To meet these QHP issuer patient safety requirements, a contracted hospital with greater than 50 beds can contract with a Patient Safety Organization3 (PSO) as specified in 45 CFR 156.1110(a)(2)(i)(A). In addition, CMS previously provided flexibility and established reasonable exceptions to the PSO requirement consistent with section 1311(h)(2) of PPACA. As clarified in 45 CFR 156.1110(a)(2)(ii), a QHP issuer-contracted hospital could instead implement an evidence-based initiative to improve health care quality through the collection, management and analysis of patient safety events that reduces all-cause preventable harm, prevents hospital readmissions or improves care coordination.

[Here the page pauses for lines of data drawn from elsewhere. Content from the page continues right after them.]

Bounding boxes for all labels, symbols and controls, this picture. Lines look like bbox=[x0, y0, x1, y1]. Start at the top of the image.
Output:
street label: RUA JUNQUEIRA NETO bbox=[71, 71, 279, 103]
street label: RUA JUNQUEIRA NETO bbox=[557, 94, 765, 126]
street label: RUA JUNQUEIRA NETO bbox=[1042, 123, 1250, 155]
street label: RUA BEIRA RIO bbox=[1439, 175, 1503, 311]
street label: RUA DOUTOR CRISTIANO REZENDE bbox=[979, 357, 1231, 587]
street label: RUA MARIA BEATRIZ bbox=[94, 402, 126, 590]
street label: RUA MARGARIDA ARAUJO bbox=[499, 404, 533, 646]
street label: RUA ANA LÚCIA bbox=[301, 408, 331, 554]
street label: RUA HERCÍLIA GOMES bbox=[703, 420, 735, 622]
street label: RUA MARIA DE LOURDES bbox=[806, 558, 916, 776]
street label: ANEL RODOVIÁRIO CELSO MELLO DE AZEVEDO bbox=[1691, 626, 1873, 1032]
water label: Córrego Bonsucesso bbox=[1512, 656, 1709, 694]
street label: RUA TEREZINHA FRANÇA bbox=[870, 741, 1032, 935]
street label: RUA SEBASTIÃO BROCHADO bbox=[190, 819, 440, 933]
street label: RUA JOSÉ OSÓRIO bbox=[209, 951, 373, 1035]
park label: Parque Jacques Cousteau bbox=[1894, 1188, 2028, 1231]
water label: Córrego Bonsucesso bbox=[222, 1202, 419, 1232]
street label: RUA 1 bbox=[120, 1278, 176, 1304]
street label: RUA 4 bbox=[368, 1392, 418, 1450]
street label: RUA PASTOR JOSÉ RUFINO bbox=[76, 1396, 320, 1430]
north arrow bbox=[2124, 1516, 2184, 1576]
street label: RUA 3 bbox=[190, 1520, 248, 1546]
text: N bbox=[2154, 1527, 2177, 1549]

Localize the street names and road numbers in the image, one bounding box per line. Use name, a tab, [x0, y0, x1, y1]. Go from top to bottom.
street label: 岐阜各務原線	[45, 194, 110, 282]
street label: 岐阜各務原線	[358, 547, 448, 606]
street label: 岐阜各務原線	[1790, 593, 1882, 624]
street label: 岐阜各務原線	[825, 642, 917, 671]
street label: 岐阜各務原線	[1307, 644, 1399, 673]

The QHP issuer patient safety standards are intended to be broad and the reasonable exceptions provision finalized at 45 CFR 156.1110(a)(2)(ii) is intended to be inclusive of various initiatives. As explained in the Final Rule, we did not intend to provide an exhaustive list of initiatives and instead wanted to allow for flexibility and innovative for future advances in patient safety.4 Some examples of patient safety initiatives identified in the Final Rule that would fall within the reasonable exceptions provision include Hospital Engagement Networks and Quality Improvement Organizations. However, CMS acknowledges that contracts and funding for these specific programs have ended. We reiterate that these were provided as illustrative examples at the time and appreciate some initiatives may have evolved. However, the reasonable exceptions provision continues to apply and is available to QHP issuers and their contracted hospitals.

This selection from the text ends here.